## WHAT THE TASK ASKS
Each record below must be written out again in exactly the same form.

[Saved data entries]
· · · ·

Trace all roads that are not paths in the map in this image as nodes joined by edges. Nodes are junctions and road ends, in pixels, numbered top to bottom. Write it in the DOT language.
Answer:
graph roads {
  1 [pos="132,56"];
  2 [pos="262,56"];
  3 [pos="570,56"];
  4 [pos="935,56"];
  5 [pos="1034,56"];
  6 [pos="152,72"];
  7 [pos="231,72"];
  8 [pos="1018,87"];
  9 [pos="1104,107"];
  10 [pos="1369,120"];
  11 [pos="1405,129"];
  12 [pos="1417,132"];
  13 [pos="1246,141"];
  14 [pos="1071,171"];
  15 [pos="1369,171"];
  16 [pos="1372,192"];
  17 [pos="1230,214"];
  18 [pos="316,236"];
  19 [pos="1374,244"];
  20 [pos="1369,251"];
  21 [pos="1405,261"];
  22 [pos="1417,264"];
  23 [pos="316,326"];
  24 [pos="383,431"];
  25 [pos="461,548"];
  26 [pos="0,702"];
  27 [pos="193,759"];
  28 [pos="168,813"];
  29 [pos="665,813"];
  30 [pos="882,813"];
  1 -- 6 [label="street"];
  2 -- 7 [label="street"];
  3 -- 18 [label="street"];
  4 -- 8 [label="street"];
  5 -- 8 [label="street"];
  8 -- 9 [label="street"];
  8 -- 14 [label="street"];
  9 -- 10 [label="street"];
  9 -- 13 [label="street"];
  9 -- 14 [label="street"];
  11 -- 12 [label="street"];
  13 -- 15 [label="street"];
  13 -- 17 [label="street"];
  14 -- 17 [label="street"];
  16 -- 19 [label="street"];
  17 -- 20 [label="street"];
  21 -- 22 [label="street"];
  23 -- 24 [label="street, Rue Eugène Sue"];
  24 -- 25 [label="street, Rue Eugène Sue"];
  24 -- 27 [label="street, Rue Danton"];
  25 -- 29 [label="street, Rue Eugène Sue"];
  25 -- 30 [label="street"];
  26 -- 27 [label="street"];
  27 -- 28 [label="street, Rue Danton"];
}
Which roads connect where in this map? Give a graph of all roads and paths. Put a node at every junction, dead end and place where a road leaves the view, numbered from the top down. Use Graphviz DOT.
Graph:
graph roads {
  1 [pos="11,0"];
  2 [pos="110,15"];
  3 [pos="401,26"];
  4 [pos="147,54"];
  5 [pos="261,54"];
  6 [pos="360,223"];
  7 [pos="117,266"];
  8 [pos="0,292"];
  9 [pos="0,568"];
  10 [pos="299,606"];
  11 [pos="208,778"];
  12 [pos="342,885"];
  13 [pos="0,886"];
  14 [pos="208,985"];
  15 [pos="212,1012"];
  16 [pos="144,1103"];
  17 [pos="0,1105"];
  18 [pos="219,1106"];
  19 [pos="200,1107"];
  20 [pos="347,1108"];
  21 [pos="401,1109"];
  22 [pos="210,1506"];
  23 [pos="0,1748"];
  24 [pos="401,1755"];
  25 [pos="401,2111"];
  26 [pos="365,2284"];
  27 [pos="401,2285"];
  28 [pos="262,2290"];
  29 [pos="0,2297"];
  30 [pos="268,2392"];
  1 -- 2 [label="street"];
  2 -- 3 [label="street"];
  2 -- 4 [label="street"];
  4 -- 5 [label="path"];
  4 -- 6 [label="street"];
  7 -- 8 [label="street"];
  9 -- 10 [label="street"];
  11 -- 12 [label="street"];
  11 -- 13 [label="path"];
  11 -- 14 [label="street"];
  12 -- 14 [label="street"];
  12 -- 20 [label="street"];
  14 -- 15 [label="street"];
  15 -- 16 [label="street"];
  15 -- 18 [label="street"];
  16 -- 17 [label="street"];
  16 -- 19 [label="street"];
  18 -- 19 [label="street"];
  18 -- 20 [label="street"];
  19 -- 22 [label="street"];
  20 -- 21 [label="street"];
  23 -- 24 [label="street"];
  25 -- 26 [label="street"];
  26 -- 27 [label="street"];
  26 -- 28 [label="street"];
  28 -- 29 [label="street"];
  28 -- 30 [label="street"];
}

· · · ·

## RESPONSE AREA
Trace all roads that are not paths in the map in this image as nodes joined by edges. Nodes are junctions and road ends, in pixels, numbered top to bottom. Write it in the DOT language.
Answer:
graph roads {
  1 [pos="132,56"];
  2 [pos="262,56"];
  3 [pos="570,56"];
  4 [pos="935,56"];
  5 [pos="1034,56"];
  6 [pos="152,72"];
  7 [pos="231,72"];
  8 [pos="1018,87"];
  9 [pos="1104,107"];
  10 [pos="1369,120"];
  11 [pos="1405,129"];
  12 [pos="1417,132"];
  13 [pos="1246,141"];
  14 [pos="1071,171"];
  15 [pos="1369,171"];
  16 [pos="1372,192"];
  17 [pos="1230,214"];
  18 [pos="316,236"];
  19 [pos="1374,244"];
  20 [pos="1369,251"];
  21 [pos="1405,261"];
  22 [pos="1417,264"];
  23 [pos="316,326"];
  24 [pos="383,431"];
  25 [pos="461,548"];
  26 [pos="0,702"];
  27 [pos="193,759"];
  28 [pos="168,813"];
  29 [pos="665,813"];
  30 [pos="882,813"];
  1 -- 6 [label="street"];
  2 -- 7 [label="street"];
  3 -- 18 [label="street"];
  4 -- 8 [label="street"];
  5 -- 8 [label="street"];
  8 -- 9 [label="street"];
  8 -- 14 [label="street"];
  9 -- 10 [label="street"];
  9 -- 13 [label="street"];
  9 -- 14 [label="street"];
  11 -- 12 [label="street"];
  13 -- 15 [label="street"];
  13 -- 17 [label="street"];
  14 -- 17 [label="street"];
  16 -- 19 [label="street"];
  17 -- 20 [label="street"];
  21 -- 22 [label="street"];
  23 -- 24 [label="street, Rue Eugène Sue"];
  24 -- 25 [label="street, Rue Eugène Sue"];
  24 -- 27 [label="street, Rue Danton"];
  25 -- 29 [label="street, Rue Eugène Sue"];
  25 -- 30 [label="street"];
  26 -- 27 [label="street"];
  27 -- 28 [label="street, Rue Danton"];
}
Which roads connect where in this map? Give a graph of all roads and paths. Put a node at every junction, dead end and place where a road leaves the view, numbered from the top down. Use Graphviz DOT.
Graph:
graph roads {
  1 [pos="11,0"];
  2 [pos="110,15"];
  3 [pos="401,26"];
  4 [pos="147,54"];
  5 [pos="261,54"];
  6 [pos="360,223"];
  7 [pos="117,266"];
  8 [pos="0,292"];
  9 [pos="0,568"];
  10 [pos="299,606"];
  11 [pos="208,778"];
  12 [pos="342,885"];
  13 [pos="0,886"];
  14 [pos="208,985"];
  15 [pos="212,1012"];
  16 [pos="144,1103"];
  17 [pos="0,1105"];
  18 [pos="219,1106"];
  19 [pos="200,1107"];
  20 [pos="347,1108"];
  21 [pos="401,1109"];
  22 [pos="210,1506"];
  23 [pos="0,1748"];
  24 [pos="401,1755"];
  25 [pos="401,2111"];
  26 [pos="365,2284"];
  27 [pos="401,2285"];
  28 [pos="262,2290"];
  29 [pos="0,2297"];
  30 [pos="268,2392"];
  1 -- 2 [label="street"];
  2 -- 3 [label="street"];
  2 -- 4 [label="street"];
  4 -- 5 [label="path"];
  4 -- 6 [label="street"];
  7 -- 8 [label="street"];
  9 -- 10 [label="street"];
  11 -- 12 [label="street"];
  11 -- 13 [label="path"];
  11 -- 14 [label="street"];
  12 -- 14 [label="street"];
  12 -- 20 [label="street"];
  14 -- 15 [label="street"];
  15 -- 16 [label="street"];
  15 -- 18 [label="street"];
  16 -- 17 [label="street"];
  16 -- 19 [label="street"];
  18 -- 19 [label="street"];
  18 -- 20 [label="street"];
  19 -- 22 [label="street"];
  20 -- 21 [label="street"];
  23 -- 24 [label="street"];
  25 -- 26 [label="street"];
  26 -- 27 [label="street"];
  26 -- 28 [label="street"];
  28 -- 29 [label="street"];
  28 -- 30 [label="street"];
}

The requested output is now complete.